11 de agosto de 2021
El nuevo presidente del Perú, Pedro Castillo, juró el 28 de julio «por los pueblos de Perú, por la lucha contra la corrupción y por una nueva Constitución». Aunque las realidades difieran, lo último remite al famoso juramento de Hugo Chávez en 1999 sobre la «moribunda Constitución» de Venezuela. La primera diferencia que salta a la vista es que Chávez había triunfado por amplio margen y tenía un gran apoyo popular. Hábilmente convocó un referendo para iniciar un proceso constituyente que derivó en la consolidación de su poder político y la posibilidad de realizar cambios estructurales.
La segunda diferencia es que la Constitución aprobada poco después del «autogolpe» de Alberto Fujimori en 1992 tiene numerosos mecanismos legales que dificultan su modificación.
La redacción de una nueva Carta Magna no es un capricho de Castillo ni la búsqueda de la perpetuidad en el poder.

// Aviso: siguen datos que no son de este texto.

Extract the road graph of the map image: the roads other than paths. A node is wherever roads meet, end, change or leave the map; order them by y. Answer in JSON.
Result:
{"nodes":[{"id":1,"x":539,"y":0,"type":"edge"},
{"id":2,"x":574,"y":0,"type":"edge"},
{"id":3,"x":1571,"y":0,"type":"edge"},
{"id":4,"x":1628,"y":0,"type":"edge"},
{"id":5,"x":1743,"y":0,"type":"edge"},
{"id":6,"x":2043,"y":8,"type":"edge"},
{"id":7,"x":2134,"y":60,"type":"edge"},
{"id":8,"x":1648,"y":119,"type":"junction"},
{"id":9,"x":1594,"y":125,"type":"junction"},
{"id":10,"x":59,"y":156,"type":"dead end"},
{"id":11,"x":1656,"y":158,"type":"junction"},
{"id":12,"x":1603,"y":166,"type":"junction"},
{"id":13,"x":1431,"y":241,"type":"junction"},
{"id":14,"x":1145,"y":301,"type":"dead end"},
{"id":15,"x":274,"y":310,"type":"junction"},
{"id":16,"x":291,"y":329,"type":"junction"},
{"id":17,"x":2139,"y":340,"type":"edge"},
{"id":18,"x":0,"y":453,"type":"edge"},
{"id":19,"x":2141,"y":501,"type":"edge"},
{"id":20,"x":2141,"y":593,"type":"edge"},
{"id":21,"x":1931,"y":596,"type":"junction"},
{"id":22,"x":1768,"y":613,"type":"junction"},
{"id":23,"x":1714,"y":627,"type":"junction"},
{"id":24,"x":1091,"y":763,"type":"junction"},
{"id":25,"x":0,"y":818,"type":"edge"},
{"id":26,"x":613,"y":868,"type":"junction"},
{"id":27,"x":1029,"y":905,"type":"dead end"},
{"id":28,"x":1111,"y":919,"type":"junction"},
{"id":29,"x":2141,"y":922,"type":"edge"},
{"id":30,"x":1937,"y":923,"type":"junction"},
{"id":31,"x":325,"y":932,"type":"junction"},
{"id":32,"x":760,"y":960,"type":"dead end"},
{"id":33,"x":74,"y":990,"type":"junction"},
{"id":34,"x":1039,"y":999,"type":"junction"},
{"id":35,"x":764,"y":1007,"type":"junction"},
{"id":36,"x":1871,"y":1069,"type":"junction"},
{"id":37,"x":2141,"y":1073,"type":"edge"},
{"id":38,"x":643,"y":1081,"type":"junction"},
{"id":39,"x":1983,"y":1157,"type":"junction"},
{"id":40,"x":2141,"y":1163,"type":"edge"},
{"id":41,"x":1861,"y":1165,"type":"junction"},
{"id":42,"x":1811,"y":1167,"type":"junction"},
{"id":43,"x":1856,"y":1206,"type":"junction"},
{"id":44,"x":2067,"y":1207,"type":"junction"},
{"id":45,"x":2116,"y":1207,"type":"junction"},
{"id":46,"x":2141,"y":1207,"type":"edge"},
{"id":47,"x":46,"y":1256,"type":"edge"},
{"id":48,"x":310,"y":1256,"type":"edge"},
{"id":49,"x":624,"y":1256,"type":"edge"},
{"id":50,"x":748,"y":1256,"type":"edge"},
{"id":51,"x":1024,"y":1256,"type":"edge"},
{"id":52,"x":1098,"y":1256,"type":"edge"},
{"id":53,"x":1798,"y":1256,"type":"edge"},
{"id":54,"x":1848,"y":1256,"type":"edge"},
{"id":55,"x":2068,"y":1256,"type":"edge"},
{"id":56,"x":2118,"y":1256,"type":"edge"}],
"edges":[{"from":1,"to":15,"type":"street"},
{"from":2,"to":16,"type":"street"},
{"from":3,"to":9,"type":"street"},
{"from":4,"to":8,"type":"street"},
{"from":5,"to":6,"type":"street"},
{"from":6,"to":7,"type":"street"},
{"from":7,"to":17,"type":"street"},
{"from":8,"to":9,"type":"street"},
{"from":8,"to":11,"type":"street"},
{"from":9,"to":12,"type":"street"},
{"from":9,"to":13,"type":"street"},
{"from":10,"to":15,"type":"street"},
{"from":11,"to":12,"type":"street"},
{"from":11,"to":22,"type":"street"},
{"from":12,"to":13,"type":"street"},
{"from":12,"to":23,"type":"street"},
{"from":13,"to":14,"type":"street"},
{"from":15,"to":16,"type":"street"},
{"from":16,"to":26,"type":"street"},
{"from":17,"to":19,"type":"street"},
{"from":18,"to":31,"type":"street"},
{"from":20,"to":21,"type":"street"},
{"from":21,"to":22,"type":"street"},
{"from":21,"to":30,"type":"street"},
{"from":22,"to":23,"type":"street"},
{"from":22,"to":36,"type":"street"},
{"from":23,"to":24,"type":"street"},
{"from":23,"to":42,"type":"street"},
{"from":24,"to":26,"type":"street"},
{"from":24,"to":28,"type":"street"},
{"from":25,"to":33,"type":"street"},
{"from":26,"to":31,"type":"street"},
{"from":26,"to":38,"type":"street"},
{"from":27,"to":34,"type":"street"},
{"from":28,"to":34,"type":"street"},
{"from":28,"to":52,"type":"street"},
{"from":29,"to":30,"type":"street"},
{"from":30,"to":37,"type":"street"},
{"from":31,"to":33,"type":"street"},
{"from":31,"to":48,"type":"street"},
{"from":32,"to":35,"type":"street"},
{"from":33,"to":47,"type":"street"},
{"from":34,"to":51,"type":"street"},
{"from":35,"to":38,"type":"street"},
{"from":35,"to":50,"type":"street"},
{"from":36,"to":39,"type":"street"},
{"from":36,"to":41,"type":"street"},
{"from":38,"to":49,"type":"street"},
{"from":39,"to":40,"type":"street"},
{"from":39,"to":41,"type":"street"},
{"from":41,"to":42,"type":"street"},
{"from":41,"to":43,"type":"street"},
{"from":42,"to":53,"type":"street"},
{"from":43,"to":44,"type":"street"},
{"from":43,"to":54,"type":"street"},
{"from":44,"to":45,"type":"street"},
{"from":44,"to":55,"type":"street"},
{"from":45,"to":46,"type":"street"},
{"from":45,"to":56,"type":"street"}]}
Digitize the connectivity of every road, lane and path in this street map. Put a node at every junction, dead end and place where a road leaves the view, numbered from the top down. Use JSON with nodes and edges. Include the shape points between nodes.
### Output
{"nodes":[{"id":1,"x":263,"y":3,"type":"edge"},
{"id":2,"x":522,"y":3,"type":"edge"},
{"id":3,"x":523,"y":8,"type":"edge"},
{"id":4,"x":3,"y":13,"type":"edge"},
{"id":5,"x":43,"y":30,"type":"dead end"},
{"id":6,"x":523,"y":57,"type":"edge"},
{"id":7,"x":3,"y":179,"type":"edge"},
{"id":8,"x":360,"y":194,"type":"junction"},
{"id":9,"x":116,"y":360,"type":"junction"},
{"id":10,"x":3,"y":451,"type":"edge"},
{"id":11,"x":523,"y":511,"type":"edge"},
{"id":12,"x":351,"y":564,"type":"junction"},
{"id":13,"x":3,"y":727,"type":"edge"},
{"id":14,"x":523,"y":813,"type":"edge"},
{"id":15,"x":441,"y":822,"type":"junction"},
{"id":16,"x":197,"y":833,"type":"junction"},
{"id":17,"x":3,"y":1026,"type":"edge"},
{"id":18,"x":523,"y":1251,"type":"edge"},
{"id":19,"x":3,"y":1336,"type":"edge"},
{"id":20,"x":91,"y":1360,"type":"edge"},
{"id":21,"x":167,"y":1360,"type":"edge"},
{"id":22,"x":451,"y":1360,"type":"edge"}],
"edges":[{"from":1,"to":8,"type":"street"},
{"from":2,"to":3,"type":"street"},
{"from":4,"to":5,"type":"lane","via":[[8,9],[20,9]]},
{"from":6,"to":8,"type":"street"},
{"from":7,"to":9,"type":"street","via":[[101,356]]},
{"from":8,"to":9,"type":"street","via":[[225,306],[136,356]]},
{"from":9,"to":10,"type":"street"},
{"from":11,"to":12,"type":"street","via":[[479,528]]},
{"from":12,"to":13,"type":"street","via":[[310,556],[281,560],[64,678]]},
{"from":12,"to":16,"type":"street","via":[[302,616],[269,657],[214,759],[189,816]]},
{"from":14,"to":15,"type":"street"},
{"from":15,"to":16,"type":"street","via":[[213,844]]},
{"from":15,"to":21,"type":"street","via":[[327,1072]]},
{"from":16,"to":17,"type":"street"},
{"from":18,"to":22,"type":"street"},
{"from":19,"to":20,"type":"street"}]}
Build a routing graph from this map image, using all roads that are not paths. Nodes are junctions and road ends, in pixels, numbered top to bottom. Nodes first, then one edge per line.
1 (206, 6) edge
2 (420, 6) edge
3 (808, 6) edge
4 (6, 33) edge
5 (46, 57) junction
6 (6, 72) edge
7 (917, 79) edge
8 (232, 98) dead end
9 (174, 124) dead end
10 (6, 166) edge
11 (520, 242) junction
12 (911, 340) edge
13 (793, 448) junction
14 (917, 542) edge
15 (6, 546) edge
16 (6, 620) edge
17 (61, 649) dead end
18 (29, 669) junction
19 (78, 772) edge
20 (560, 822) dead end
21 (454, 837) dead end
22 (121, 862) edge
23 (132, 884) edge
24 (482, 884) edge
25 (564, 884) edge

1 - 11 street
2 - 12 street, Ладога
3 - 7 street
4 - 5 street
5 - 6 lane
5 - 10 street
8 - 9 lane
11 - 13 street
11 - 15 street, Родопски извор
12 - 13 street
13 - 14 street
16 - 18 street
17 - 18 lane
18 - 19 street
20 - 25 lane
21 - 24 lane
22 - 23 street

La Constitución actual fue diseñada para favorecer a los sectores más poderosos que apoyaron a Fujimori ya que este les garantizaba la aplicación de políticas neoliberales dejándolas plasmadas en las leyes.
El gran problema de Castillo es que no cuenta con mayoría en el Congreso, más bien todo lo contrario. La crisis institucional que afecta al Perú con sus cinco expresidentes involucrados en diversos casos de corrupción detonó el sistema político. El fantasma que ya sobrevuela es que se le pueda aplicar a Castillo la vacancia presidencial y la disolución del Congreso para destruirlo, forzar nuevas elecciones y apartarlo del camino.
Las élites políticas, económicas y comunicacionales desprecian al campesino devenido presidente y harán la imposible para evitar que el «otro» Perú pueda ser incluido por primera vez en la historia. Lo votaron en las urnas, ahora el presidente los necesita en las calles.